Mike Green: He was a hot topic and both McPhee and Boudreau would not elaborate on his injury. They merely said he was having more tests but it appears the shoulder that he originally injured when trying to skate around Chris Pronger and three other Ducks back in November still has not fully healed. It does not look like #52 or any other Capital will need surgery based on what McPhee told the media. I asked Boudreau what Green had to do to avoid the big hits he took this year, especially when he became a big target of the opposition in the playoffs. “I think that is experience. He has seen it now, he knows what to expect and nobody likes to get hit so as quick as he is he is going to have to get quicker,” finished Boudreau on the Norris Trophy candidate.

Other defensemen: Tom Poti played with a fractured foot since game 1 of the Penguins series and John Erskine also suffered a fractured foot (missed two games). Morrisonn had an injured ankle that he suffered in game five of the Penguins series and also was dealing with groin issues. It is no wonder the Caps had a hard time getting the puck out of their own end given that four of their top six defensemen were badly banged up.

Sergei Fedorov: Both McPhee and Boudreau were non-committal on #91′s return but said a lot of that would be up to Sergei.

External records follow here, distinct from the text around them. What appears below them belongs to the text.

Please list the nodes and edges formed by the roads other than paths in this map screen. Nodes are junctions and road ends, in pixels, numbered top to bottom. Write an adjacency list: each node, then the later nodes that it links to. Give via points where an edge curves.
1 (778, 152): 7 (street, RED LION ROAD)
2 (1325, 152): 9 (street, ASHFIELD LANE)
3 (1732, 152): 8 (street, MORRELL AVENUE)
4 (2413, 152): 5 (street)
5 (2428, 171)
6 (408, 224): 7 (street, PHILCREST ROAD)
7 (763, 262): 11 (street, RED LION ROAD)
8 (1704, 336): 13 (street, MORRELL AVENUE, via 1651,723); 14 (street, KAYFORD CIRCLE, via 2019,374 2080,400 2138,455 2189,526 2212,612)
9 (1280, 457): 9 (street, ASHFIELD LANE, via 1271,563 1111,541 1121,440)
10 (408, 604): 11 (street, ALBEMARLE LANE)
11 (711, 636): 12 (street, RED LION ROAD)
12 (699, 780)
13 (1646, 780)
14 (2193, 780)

Fedorov told the media that he wants to come back next year and had his agent seek out an extension back in January, which the Caps have delayed until the off-season. It will be interesting to see how much (or little) money the three time Stanley Cup Champion will take to come back and play next season. Boudreau raved about his leadership and apparently #91 still loves being around the younger players.

Viktor Kozlov: Another free agent who really wants to come back and play for the Caps next season.

Donald Brashear: Ovechkin said the Caps need him back or, at a minimum, someone who can fit his role as policeman.

Michael Nylander: Both McPhee and Boudreau described #92′s season as “A tough year.” It is clear Nylander does not fit on this team but McPhee did say it does not make financial sense to buy him out. He also said he wasn’t sure Nylander could come back and play for this team, therefore, the options left appear to be a trade (unlikely given the contract – 2 more years at $5.5 and $3M), send him to the minors, or ask him to retire.

Evaluation Process

McPhee said the evaluation process is that he talks to each player, the coaching staff, and then next week the pro scouting staff comes in to offer their perspectives on things. Once the GM has all of that info he then will start making his decisions on personnel, to include the coaching staff. Boudreau is a lock to be back but as for assistant coaches Dean Evason and Jay Leach there was no firm commitment given to them returning by either Bruce or George. As far as the system goes, Boudreau felt that what he asking of his players does not need changing but some of the guys aren’t getting the message.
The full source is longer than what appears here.